Selective
cyclooxygenase-2 (COX-2) inhibitors have provided relief for patients suffering from
chronic pain and other inflammatory conditions and have reduced adverse gastrointestinal effects. The documented reduction in gastric erosions, ulcerations, and perforations during the use of COX-2-selective inhibitors raises the question: would the kidney be similarly spared? Our understanding of these
enzyme isoforms in the kidney is incomplete. However, kidney tissue seems to possess "constitutive" or homeostatic COX-2
enzyme, suggesting a role for
prostaglandins produced by this
isoform. In addition, studies evaluating the renal effects of the selective nonsteroidal anti-inflammatory drugs (
NSAIDs) are inconclusive, and available data on the renal effects of COX-2-selective inhibitors are conflicting.
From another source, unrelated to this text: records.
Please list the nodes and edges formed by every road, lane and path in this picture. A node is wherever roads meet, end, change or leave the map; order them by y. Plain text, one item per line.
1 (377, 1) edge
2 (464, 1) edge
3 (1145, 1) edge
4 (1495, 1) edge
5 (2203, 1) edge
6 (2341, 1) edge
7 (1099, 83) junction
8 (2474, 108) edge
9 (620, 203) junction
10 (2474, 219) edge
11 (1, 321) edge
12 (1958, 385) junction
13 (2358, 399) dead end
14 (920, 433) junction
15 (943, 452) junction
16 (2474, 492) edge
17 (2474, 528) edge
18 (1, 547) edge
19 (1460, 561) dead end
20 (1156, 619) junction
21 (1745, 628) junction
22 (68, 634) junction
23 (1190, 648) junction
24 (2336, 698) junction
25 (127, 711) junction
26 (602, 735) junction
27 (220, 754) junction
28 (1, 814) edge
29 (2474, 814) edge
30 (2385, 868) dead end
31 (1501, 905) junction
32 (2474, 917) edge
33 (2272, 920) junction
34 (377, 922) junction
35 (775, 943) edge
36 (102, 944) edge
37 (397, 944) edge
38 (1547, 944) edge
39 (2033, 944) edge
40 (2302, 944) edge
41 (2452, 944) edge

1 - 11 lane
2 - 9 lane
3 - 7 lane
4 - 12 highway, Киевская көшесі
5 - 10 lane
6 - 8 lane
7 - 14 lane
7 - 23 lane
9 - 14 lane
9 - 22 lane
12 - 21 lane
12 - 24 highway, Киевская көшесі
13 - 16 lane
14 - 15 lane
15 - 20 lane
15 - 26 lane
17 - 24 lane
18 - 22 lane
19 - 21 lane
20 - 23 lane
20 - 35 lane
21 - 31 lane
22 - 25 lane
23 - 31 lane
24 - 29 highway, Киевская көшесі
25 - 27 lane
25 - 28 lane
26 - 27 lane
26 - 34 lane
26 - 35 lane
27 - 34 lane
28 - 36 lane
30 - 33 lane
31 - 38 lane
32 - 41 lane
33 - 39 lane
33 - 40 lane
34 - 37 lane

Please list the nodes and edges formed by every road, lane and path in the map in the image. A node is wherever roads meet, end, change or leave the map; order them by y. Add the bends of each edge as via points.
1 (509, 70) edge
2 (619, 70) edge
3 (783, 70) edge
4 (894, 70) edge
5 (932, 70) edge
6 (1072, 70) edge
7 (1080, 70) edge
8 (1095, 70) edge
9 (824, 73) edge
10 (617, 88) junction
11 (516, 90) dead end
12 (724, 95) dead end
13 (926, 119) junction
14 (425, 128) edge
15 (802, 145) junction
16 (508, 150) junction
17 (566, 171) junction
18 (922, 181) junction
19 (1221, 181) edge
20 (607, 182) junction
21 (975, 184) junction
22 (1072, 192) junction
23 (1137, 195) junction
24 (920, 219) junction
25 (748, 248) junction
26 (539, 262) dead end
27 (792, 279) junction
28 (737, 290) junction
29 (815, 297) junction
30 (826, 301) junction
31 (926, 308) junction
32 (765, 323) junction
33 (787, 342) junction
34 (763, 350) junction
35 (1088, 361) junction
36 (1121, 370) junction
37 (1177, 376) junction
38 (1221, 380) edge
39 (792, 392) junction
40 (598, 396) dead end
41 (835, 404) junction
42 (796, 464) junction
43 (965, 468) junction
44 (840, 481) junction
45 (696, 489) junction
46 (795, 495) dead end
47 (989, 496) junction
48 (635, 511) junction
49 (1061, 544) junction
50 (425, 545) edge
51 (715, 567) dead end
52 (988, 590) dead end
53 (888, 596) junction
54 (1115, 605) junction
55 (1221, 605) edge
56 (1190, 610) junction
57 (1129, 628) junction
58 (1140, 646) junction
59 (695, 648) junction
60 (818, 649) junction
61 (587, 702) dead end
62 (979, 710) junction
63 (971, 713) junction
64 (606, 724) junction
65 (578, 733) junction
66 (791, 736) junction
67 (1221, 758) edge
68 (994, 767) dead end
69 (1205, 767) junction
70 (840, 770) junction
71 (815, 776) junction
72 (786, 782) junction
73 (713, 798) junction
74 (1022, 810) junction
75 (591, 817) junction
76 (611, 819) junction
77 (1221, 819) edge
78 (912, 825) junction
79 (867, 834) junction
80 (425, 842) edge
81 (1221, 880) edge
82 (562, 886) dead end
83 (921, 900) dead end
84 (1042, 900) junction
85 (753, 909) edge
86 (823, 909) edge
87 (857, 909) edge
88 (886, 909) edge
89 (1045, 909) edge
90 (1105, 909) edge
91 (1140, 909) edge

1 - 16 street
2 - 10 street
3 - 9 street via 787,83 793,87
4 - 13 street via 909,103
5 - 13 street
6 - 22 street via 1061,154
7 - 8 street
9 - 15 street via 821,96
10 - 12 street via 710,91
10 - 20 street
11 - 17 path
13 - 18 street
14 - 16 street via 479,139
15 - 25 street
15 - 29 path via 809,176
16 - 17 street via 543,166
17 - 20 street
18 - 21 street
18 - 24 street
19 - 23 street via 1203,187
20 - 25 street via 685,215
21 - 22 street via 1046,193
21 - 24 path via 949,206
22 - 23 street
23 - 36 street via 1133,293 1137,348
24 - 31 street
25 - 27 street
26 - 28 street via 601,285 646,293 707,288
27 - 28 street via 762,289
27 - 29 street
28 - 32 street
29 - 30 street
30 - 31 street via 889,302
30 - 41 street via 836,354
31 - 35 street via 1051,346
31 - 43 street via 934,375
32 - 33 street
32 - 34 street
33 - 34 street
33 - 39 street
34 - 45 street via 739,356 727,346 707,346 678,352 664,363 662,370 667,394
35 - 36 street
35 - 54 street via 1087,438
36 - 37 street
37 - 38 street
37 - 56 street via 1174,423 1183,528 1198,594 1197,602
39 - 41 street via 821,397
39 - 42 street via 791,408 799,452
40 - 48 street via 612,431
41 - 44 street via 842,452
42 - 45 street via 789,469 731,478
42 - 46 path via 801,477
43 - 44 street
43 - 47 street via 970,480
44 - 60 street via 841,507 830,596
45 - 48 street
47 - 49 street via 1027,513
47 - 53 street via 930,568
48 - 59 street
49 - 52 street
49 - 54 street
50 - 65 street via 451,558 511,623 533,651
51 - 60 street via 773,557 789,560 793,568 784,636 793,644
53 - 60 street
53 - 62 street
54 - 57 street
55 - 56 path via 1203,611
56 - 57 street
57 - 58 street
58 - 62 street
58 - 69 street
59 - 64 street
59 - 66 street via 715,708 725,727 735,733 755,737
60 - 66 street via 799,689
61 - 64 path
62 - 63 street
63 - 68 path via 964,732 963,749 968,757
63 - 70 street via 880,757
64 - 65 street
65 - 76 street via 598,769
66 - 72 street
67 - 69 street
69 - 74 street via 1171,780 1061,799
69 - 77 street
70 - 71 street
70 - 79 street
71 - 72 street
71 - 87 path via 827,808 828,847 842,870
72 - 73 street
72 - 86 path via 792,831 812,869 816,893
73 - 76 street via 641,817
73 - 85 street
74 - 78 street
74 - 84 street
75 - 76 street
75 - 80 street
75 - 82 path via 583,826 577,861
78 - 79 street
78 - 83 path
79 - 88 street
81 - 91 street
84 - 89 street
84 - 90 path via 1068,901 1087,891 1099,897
Inadequate numbers, varied baseline patient characteristics, and different doses and lengths of
drug treatment hampers comparison of the small number of clinical investigations available for review. Therefore, this article reviews the role of
cyclooxygenase enzyme activity and associated
prostaglandins in the kidney and the adverse renal effects of nonselective
NSAIDs. We also touch on the COX-1/COX-2 selectivity of
NSAIDs, the localization of COX
enzymes in kidneys, and clinical studies examining the renal effects of selective
COX-2 inhibitors.